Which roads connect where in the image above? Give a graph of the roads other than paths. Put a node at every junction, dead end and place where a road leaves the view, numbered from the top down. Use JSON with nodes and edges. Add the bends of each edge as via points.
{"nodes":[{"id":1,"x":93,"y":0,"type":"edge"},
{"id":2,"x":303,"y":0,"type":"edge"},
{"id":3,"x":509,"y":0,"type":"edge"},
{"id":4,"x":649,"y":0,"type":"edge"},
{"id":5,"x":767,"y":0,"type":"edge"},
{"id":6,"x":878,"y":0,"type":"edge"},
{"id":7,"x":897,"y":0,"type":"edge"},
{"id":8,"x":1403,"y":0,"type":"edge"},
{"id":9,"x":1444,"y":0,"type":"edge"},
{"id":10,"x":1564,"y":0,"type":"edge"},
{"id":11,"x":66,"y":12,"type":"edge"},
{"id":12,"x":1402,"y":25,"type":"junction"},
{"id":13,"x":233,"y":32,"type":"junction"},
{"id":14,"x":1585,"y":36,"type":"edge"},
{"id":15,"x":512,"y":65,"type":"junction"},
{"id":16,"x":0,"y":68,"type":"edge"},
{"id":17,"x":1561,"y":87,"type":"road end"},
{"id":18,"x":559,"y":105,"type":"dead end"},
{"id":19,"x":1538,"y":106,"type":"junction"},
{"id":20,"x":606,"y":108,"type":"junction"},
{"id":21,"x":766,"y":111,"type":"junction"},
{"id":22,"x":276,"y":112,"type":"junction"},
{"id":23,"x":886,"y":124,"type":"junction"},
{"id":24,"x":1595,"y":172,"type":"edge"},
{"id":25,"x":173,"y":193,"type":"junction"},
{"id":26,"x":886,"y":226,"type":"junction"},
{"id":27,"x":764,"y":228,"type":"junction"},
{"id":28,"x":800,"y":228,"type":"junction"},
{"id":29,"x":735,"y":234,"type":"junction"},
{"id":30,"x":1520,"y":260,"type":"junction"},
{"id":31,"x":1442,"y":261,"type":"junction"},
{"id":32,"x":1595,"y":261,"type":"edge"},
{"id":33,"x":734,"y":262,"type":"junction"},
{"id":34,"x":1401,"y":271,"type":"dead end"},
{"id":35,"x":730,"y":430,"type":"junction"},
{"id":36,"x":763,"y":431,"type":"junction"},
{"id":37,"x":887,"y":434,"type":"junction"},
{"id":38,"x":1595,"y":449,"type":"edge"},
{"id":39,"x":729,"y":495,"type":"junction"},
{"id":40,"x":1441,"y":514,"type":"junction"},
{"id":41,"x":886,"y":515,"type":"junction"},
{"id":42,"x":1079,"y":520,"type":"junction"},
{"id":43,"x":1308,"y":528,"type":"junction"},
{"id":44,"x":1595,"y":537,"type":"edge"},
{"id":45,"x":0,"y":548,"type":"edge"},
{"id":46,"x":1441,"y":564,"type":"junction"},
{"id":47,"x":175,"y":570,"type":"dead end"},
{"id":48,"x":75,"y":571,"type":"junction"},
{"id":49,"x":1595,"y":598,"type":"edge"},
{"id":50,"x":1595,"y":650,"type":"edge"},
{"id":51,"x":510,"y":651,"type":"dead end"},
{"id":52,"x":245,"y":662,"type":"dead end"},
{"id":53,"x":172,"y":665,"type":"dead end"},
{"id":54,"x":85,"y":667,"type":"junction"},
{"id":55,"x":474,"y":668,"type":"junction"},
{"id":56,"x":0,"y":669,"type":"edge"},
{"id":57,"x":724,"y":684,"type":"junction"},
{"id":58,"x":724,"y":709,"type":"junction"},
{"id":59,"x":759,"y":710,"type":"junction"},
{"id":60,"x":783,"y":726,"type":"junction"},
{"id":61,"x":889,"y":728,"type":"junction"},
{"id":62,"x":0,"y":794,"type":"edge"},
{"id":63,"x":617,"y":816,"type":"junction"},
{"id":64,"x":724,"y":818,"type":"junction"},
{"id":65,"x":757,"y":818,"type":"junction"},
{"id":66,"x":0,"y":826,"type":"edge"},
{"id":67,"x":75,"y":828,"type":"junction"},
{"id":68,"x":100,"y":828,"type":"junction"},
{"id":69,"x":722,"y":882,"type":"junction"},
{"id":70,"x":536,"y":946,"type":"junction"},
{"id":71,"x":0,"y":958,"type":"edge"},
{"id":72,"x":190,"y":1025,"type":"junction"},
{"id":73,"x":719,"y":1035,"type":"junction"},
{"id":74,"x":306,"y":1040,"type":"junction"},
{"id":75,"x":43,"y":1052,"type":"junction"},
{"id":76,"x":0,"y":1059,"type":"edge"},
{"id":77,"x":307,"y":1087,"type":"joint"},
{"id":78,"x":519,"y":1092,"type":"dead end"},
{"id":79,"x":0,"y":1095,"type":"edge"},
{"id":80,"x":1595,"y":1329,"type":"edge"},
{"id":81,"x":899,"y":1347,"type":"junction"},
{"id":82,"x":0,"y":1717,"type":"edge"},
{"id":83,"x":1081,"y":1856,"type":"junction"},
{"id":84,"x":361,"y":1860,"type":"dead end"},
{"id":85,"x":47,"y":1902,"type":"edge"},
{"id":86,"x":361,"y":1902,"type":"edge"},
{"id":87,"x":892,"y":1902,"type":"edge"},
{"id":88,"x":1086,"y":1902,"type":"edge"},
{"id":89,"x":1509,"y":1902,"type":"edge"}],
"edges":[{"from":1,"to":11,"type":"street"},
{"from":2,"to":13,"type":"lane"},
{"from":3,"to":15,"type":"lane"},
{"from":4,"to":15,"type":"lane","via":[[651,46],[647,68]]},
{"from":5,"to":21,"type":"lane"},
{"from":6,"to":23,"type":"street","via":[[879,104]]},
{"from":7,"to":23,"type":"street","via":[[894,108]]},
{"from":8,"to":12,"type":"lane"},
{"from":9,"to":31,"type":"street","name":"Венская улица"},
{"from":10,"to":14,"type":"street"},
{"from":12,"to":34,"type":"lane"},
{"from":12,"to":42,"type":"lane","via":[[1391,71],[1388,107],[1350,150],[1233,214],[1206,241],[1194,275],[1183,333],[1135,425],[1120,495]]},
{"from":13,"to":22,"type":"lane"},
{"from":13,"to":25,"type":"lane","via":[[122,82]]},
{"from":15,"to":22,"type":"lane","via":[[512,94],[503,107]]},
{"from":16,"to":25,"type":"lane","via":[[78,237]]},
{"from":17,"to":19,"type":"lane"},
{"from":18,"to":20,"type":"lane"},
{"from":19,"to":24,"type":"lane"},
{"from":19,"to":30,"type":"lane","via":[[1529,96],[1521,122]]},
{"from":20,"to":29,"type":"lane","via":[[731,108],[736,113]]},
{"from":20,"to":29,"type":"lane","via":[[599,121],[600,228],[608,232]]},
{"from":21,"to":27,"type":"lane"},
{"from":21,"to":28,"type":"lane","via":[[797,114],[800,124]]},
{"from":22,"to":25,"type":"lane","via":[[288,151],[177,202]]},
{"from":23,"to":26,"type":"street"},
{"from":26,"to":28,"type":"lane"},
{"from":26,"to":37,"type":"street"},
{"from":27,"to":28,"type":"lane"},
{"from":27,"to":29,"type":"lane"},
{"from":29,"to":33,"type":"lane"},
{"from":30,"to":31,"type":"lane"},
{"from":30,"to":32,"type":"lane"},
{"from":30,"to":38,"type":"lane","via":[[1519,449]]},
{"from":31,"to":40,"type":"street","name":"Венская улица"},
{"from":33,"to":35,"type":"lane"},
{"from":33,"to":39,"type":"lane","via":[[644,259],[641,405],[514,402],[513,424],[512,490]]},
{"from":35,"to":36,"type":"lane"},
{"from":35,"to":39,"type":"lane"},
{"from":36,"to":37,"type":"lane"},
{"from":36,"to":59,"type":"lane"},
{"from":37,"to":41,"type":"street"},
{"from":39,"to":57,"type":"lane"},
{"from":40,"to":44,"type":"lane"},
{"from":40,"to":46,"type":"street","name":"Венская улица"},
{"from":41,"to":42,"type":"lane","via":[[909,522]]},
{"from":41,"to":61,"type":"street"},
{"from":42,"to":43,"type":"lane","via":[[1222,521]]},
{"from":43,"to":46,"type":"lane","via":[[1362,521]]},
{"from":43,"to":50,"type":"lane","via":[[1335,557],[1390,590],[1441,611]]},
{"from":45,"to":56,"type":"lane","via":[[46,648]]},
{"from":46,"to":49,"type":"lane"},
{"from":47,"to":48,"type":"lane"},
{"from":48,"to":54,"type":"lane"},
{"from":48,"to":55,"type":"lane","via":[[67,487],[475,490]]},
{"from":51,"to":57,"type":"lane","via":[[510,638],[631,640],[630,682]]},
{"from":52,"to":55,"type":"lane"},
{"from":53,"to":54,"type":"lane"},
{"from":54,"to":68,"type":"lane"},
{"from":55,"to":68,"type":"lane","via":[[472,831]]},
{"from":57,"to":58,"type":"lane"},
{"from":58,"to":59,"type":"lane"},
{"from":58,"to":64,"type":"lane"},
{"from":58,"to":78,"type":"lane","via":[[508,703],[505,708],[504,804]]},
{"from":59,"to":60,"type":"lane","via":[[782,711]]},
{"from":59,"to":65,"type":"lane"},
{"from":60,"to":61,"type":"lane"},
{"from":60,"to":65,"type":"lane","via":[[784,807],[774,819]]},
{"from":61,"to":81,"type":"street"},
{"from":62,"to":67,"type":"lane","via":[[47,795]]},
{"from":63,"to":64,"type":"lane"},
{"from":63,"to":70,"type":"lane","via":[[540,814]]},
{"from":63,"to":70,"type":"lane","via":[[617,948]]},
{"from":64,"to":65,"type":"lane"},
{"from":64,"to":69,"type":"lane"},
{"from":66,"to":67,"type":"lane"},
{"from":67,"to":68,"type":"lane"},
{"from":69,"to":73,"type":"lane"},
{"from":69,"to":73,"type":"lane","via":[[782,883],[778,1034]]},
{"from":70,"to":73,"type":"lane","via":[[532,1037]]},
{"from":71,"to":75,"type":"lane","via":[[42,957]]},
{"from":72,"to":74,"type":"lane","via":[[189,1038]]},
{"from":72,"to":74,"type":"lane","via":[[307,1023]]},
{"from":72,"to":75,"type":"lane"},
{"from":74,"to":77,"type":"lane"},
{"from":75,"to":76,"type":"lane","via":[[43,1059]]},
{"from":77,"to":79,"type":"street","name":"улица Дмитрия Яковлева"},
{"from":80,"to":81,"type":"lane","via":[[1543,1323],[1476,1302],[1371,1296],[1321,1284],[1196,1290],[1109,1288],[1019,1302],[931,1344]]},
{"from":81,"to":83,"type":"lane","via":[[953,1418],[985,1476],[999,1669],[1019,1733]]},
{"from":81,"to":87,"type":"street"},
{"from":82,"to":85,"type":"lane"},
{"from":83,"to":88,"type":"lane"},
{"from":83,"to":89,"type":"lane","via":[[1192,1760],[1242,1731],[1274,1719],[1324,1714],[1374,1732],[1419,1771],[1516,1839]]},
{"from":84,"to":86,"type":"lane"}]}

§ **What to do**:
Report, as a bare number, how many lines above contain the string "name".

§ **Your response**:
4